• [SOURCE DATA]:
****

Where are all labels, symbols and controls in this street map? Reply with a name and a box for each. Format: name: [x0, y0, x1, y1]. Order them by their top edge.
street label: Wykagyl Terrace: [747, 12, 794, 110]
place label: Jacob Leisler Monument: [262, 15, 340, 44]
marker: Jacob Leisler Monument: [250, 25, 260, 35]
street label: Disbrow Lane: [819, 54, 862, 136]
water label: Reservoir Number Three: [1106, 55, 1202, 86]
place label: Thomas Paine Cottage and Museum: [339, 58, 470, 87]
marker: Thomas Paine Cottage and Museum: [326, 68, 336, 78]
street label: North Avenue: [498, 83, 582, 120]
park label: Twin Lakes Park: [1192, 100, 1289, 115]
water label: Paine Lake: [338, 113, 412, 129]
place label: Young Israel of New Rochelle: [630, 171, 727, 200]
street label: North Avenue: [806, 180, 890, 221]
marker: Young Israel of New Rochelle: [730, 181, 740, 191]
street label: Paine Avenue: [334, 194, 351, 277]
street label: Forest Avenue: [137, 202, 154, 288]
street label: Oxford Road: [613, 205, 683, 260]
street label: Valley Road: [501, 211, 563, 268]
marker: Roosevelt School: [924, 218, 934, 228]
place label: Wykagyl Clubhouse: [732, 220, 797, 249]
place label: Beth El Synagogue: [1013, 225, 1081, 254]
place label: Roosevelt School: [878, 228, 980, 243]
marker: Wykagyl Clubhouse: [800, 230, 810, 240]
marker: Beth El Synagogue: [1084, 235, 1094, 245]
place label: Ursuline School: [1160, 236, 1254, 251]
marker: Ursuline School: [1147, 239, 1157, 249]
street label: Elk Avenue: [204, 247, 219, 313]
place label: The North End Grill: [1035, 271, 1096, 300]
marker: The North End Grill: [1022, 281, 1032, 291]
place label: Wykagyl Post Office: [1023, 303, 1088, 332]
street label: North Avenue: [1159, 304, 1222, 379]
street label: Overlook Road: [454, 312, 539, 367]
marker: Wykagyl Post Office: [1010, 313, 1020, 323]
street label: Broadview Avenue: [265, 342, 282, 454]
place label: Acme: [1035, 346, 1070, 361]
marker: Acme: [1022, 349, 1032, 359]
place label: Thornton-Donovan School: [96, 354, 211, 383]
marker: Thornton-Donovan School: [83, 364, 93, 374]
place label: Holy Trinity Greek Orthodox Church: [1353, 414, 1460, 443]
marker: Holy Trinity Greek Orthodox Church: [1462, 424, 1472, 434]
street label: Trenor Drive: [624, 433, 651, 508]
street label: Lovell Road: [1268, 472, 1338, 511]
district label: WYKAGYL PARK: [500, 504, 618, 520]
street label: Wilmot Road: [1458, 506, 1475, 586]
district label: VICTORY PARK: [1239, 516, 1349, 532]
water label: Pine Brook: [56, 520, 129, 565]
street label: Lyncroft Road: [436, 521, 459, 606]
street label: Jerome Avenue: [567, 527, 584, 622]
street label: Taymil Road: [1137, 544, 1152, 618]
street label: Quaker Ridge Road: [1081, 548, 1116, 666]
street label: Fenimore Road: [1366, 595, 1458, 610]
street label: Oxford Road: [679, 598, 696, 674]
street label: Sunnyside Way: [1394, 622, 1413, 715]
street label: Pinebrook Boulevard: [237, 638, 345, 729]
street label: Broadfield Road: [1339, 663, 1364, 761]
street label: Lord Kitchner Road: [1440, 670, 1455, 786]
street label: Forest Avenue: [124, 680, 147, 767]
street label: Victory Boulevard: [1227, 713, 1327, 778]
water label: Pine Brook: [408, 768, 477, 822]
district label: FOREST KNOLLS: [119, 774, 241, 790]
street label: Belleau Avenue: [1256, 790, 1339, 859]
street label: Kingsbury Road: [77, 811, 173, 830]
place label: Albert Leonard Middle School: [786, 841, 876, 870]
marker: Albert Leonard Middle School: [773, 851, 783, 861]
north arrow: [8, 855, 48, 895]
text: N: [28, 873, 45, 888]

****

• [TASK DETAILS]:
Pull out every line of the records above that contains the word "Avenue".

• [REPLY]:
street label: North Avenue: [498, 83, 582, 120]
street label: North Avenue: [806, 180, 890, 221]
street label: Paine Avenue: [334, 194, 351, 277]
street label: Forest Avenue: [137, 202, 154, 288]
street label: Elk Avenue: [204, 247, 219, 313]
street label: North Avenue: [1159, 304, 1222, 379]
street label: Broadview Avenue: [265, 342, 282, 454]
street label: Jerome Avenue: [567, 527, 584, 622]
street label: Forest Avenue: [124, 680, 147, 767]
street label: Belleau Avenue: [1256, 790, 1339, 859]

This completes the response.